[Stored data entries]
Content starts

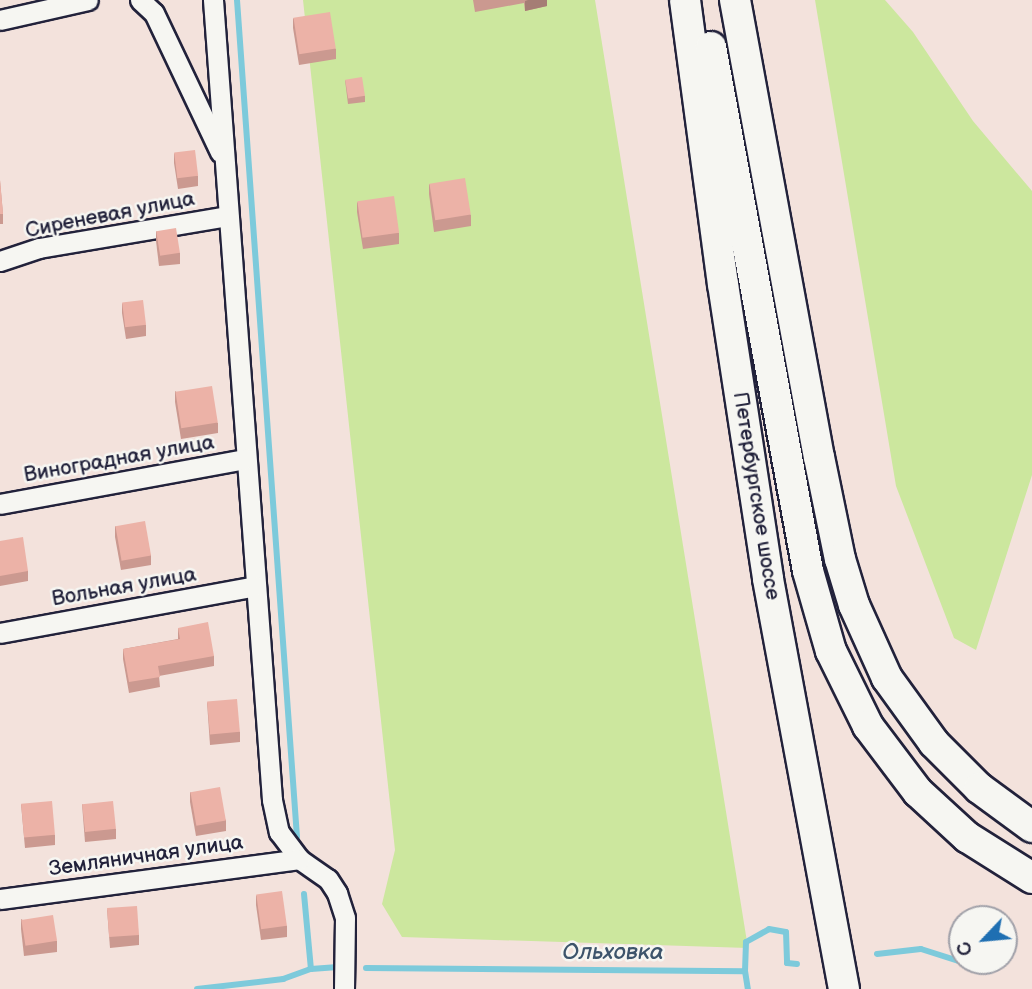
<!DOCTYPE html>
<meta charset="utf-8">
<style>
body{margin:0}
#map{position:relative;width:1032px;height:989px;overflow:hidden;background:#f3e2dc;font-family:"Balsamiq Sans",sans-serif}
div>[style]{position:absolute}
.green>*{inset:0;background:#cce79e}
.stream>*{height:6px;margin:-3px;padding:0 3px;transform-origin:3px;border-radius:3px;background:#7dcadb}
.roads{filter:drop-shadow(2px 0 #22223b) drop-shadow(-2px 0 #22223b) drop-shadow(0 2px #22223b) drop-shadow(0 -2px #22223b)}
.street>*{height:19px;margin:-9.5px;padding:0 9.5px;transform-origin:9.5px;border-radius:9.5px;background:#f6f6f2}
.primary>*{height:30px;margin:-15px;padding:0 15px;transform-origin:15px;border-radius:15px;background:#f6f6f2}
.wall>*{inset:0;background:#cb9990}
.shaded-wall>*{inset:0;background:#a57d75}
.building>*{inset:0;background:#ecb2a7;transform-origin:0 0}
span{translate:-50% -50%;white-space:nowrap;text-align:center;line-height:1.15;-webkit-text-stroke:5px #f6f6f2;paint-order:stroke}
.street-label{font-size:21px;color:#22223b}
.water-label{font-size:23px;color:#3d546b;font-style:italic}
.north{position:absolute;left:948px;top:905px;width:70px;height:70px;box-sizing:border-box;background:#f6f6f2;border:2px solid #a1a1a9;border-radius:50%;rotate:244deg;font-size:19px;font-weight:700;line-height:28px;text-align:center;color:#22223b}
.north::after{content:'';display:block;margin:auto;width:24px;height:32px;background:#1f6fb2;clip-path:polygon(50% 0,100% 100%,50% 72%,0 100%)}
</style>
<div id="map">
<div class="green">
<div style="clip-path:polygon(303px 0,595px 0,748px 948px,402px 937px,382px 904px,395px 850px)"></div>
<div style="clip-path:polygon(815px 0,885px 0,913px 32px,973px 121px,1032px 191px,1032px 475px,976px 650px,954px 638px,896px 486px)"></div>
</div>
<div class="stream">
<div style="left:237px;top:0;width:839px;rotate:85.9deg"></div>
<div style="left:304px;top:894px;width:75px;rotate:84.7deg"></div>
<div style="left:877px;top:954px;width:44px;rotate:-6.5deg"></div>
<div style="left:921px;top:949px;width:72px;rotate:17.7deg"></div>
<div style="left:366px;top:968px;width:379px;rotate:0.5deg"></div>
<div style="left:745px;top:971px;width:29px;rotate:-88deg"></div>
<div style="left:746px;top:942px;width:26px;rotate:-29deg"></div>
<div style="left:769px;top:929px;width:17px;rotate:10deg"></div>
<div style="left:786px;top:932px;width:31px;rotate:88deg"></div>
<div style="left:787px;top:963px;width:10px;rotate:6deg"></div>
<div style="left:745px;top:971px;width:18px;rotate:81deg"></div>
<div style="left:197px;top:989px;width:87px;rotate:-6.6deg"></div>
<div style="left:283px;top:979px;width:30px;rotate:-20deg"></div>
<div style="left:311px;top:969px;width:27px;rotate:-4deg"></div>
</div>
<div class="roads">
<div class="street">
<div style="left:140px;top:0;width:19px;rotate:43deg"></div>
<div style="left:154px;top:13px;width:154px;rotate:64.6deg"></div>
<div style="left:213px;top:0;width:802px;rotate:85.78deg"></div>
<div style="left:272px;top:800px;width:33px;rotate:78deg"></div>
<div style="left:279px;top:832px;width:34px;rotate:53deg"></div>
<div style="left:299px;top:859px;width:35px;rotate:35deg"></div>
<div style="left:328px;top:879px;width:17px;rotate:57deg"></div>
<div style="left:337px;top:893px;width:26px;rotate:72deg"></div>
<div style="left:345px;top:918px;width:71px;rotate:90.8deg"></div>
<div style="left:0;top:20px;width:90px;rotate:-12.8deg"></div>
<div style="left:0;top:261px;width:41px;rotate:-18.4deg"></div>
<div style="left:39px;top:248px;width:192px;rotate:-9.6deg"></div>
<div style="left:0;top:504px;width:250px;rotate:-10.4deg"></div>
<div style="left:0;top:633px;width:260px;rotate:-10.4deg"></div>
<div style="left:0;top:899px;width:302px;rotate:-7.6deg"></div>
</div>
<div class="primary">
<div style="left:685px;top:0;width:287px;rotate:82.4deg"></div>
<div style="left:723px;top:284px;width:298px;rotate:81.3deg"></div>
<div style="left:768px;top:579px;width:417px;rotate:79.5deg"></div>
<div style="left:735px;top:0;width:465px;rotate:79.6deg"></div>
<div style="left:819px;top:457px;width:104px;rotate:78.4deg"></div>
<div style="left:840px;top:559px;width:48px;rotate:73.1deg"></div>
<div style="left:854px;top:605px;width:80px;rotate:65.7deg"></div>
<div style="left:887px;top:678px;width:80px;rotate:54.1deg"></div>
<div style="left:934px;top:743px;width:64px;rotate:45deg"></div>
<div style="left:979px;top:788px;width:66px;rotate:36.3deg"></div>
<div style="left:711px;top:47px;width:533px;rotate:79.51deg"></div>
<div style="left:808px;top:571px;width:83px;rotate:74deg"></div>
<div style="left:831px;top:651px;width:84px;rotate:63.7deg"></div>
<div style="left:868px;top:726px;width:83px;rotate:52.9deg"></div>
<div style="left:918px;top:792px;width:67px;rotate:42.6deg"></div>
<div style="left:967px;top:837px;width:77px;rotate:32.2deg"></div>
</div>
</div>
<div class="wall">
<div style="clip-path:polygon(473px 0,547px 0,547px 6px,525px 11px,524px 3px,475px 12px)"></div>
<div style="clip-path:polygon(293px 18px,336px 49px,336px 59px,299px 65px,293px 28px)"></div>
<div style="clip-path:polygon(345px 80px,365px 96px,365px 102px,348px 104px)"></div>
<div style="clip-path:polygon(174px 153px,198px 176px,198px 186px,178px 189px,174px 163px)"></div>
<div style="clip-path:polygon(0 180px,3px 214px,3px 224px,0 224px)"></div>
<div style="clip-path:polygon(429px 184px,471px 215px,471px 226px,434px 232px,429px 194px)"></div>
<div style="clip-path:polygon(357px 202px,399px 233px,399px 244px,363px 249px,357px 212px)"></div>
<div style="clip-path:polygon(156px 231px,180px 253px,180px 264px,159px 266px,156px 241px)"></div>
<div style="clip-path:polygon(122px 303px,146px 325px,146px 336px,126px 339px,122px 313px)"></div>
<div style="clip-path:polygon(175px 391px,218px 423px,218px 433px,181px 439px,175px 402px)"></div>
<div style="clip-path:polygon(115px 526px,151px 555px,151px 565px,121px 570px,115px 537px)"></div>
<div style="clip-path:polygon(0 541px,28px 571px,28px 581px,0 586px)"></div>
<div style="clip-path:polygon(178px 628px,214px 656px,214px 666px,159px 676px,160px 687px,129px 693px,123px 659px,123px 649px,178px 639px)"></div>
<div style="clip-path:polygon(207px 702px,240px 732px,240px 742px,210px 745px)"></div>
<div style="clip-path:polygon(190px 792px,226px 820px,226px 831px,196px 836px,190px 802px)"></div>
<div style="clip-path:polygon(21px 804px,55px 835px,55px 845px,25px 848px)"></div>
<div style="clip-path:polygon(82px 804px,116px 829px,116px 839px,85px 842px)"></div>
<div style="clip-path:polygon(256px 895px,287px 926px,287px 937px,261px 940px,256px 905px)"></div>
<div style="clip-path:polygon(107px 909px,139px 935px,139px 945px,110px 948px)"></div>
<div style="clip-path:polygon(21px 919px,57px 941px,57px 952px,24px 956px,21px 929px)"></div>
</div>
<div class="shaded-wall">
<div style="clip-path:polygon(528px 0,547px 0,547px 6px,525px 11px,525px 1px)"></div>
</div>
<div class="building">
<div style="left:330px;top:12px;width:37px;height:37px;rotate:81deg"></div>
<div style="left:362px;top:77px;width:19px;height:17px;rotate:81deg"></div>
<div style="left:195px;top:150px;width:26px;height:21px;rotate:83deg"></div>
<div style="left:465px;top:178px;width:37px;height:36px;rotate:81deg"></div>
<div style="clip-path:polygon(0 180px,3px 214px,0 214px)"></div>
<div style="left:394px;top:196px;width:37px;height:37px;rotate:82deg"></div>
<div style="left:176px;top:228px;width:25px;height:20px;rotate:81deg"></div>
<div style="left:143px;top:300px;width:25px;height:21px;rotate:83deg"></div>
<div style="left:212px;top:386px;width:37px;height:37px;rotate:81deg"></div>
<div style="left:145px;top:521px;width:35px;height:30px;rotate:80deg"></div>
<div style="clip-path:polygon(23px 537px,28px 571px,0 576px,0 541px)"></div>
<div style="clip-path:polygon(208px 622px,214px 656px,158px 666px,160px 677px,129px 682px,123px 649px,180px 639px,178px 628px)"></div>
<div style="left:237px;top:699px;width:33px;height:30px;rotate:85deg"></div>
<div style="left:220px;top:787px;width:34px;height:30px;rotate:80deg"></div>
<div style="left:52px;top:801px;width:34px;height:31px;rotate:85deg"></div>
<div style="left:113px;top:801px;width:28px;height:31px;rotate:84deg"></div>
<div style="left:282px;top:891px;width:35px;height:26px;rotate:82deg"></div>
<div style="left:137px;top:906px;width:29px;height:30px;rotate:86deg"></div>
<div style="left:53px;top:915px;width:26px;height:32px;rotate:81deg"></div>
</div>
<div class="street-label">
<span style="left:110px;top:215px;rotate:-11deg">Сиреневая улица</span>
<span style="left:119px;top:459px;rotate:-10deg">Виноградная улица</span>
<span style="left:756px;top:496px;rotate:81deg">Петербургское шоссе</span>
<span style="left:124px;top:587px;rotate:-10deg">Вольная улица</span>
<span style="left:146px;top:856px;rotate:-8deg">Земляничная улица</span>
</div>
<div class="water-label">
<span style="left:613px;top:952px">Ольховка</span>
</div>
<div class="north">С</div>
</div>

Content ends

Exercise aim: Across the entries above, find the lines with the string "shaded" and copy them.

Expected answer:
.shaded-wall>*{inset:0;background:#a57d75}
<div class="shaded-wall">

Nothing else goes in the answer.